Scan the entries for the word "junctions", and copy every line where it appears.
[Opening EXTRACTED INFORMATION section]
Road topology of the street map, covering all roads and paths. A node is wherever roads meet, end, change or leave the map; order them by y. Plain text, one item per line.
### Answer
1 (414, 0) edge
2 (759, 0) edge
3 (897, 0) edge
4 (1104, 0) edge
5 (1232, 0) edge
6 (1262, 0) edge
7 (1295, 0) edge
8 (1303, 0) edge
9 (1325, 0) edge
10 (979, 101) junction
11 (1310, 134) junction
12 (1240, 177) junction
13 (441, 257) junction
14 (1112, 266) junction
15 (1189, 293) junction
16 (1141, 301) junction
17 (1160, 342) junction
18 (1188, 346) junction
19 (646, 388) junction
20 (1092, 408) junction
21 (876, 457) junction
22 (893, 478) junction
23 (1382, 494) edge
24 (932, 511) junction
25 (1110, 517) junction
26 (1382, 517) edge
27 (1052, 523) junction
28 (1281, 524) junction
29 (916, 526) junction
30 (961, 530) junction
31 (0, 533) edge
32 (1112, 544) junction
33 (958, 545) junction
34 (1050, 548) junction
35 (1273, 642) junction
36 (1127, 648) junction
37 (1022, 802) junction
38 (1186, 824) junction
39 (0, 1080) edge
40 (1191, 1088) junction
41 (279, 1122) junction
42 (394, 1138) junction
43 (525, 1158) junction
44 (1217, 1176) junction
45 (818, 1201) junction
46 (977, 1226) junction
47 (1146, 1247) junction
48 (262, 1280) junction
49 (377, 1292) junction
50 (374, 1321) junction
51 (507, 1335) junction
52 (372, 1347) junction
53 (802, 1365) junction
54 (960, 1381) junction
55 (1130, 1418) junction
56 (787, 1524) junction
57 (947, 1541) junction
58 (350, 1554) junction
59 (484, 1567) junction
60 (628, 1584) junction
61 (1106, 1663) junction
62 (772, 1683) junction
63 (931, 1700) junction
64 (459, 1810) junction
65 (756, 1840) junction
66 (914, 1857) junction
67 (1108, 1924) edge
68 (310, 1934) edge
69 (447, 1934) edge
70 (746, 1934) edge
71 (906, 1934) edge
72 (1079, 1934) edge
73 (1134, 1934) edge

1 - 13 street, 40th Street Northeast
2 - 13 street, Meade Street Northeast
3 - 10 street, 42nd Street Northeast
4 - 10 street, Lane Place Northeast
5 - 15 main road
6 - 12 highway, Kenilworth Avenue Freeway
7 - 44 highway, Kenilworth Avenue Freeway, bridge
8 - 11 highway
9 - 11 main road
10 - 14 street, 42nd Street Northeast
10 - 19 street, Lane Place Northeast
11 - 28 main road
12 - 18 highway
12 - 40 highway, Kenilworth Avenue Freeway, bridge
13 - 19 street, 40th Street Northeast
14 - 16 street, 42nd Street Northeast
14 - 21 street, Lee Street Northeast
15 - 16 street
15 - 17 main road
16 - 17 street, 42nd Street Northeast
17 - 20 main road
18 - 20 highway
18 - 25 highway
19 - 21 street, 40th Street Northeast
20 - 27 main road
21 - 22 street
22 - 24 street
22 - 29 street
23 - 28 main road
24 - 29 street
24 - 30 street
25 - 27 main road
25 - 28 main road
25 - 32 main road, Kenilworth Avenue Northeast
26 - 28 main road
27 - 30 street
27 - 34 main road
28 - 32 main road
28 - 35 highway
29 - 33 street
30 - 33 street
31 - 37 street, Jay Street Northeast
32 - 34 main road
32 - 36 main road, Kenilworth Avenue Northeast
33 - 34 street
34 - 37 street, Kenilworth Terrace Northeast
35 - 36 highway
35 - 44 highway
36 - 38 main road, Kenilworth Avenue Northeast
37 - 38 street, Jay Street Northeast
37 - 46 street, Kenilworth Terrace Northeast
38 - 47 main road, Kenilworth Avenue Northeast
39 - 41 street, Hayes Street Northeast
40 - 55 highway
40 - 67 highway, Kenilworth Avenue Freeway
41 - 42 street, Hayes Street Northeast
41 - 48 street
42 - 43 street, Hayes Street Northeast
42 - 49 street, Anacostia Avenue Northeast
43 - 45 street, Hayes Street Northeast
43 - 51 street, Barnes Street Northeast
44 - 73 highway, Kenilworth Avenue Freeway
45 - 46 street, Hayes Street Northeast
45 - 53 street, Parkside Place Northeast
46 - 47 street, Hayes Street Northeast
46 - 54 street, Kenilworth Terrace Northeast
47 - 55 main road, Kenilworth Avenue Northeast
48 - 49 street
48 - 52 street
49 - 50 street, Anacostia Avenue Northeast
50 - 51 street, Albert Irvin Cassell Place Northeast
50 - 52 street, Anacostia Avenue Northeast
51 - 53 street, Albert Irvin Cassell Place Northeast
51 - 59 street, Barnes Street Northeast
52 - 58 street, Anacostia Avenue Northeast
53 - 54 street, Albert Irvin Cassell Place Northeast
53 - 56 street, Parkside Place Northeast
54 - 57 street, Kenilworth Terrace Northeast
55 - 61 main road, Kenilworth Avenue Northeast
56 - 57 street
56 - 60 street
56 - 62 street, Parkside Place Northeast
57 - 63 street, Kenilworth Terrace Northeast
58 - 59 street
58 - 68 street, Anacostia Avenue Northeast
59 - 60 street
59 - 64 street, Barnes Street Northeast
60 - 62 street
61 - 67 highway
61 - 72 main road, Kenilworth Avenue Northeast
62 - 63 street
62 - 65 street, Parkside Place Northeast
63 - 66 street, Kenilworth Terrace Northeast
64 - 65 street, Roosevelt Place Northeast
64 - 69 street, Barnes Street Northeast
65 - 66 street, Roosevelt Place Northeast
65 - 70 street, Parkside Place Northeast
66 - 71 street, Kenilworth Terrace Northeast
[Closing EXTRACTED INFORMATION section]
[Opening EXTRACTED INFORMATION section]
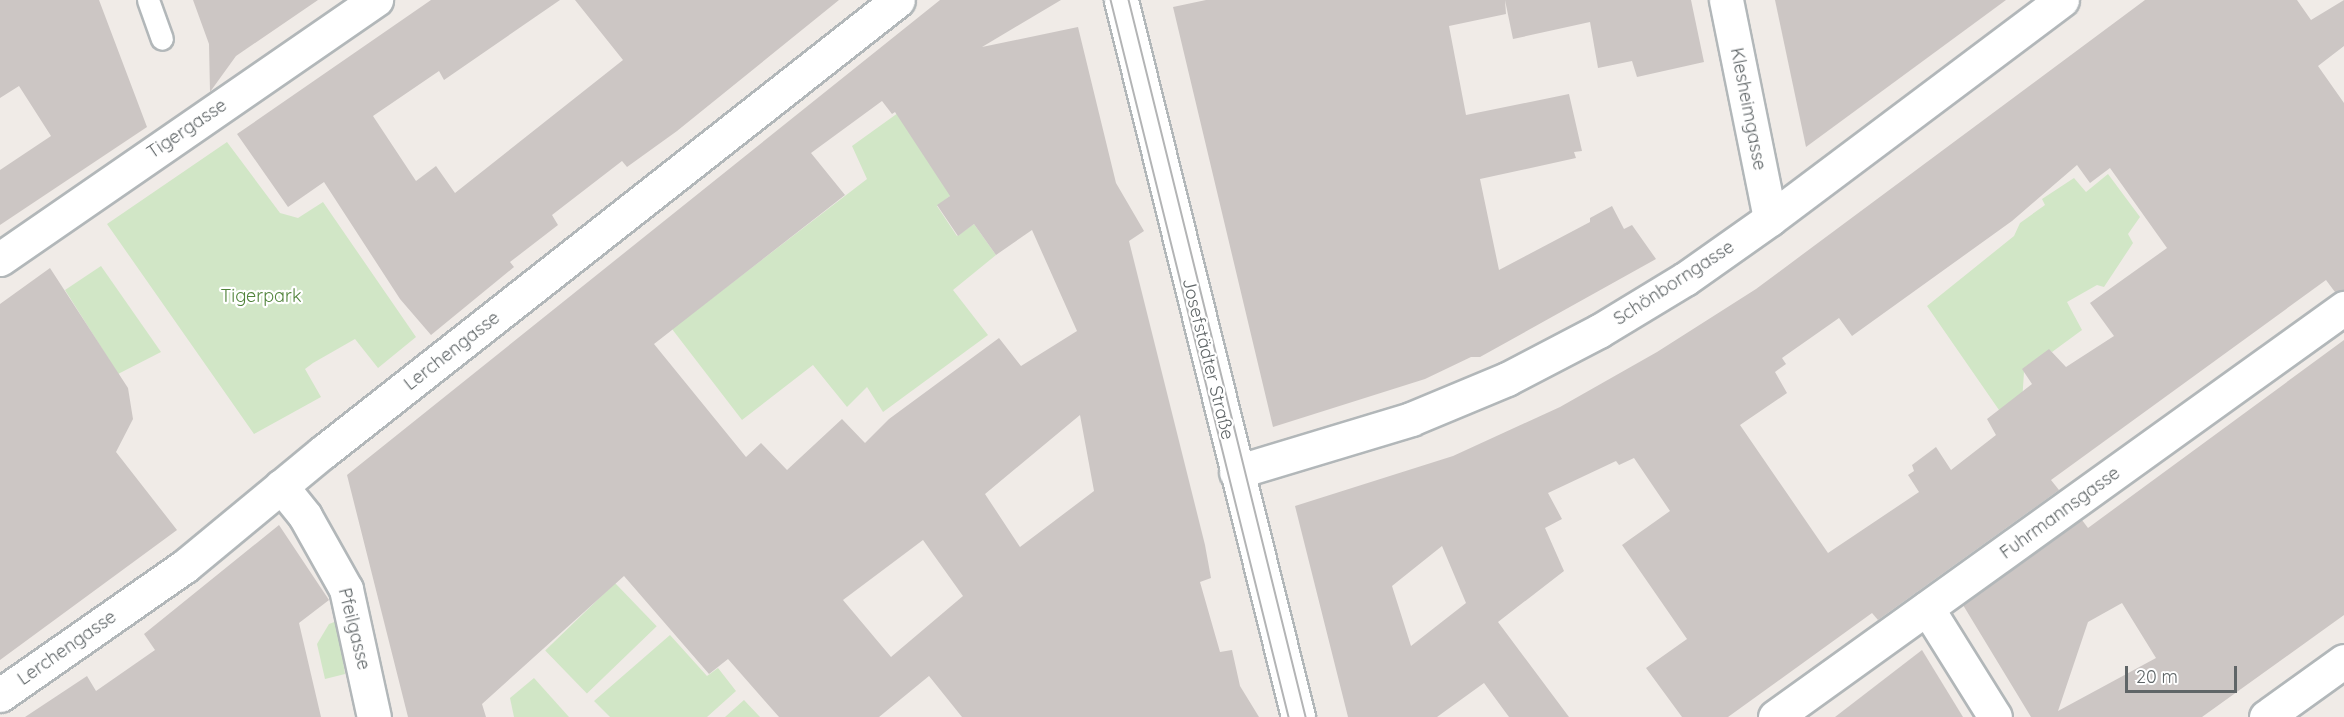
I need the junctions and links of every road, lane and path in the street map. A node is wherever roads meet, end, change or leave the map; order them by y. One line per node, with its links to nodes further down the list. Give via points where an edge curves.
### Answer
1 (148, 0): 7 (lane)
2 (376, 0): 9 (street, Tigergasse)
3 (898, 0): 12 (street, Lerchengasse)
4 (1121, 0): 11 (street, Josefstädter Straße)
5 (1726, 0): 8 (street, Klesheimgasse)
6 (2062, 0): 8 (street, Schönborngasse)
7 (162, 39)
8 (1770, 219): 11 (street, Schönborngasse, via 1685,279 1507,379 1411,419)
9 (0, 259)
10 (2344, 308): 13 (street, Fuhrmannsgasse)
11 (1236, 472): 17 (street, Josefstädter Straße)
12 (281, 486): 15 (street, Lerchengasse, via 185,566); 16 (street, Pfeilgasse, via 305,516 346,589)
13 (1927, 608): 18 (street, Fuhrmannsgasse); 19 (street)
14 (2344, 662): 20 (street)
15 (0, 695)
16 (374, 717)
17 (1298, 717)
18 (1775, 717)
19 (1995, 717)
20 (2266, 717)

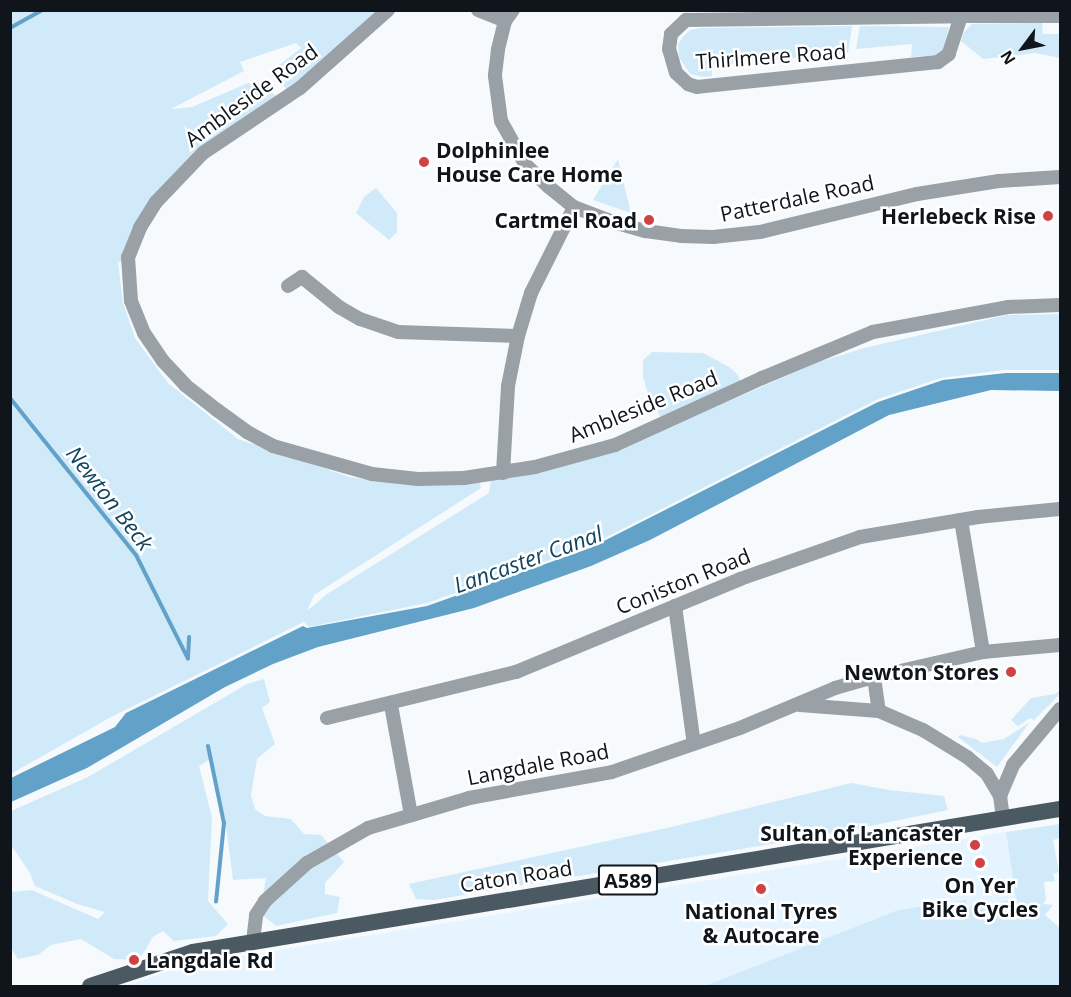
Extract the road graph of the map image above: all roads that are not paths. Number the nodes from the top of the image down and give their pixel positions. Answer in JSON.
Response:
[Closing EXTRACTED INFORMATION section]
[Opening EXTRACTED INFORMATION section]
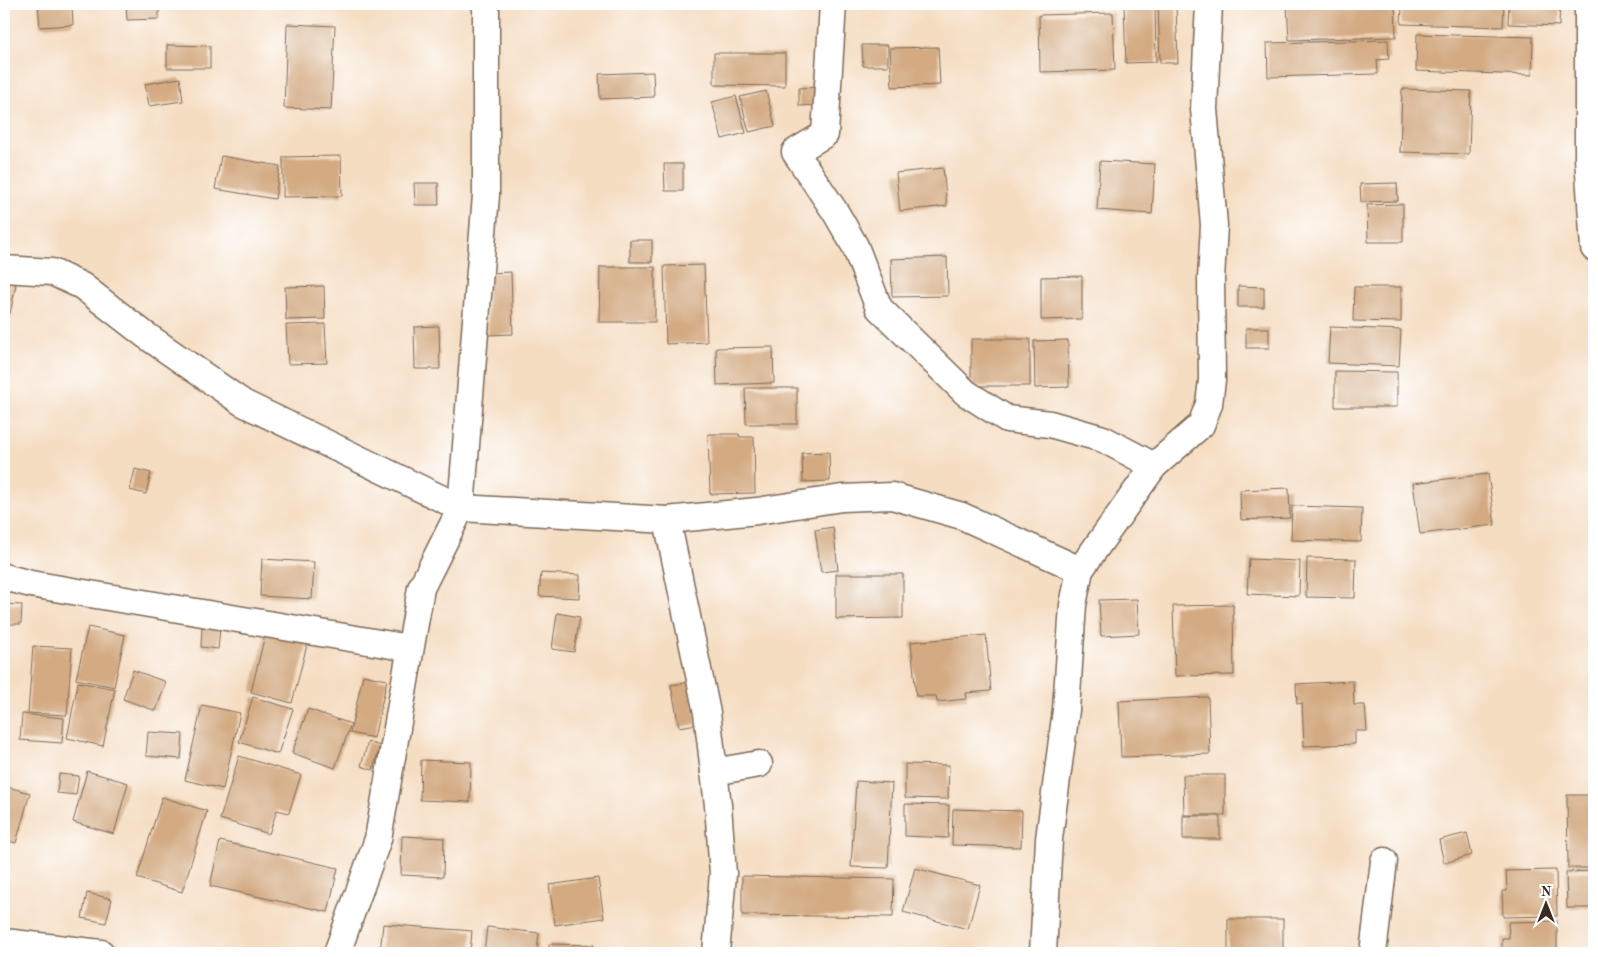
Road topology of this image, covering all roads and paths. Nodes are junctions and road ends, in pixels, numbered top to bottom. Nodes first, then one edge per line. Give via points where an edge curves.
[Closing EXTRACTED INFORMATION section]
• _ANSWER FOR THIS EXERCISE_:
I need the junctions and links of every road, lane and path in the street map. A node is wherever roads meet, end, change or leave the map; order them by y. One line per node, with its links to nodes further down the list. Give via points where an edge curves.
Road topology of this image, covering all roads and paths. Nodes are junctions and road ends, in pixels, numbered top to bottom. Nodes first, then one edge per line. Give via points where an edge curves.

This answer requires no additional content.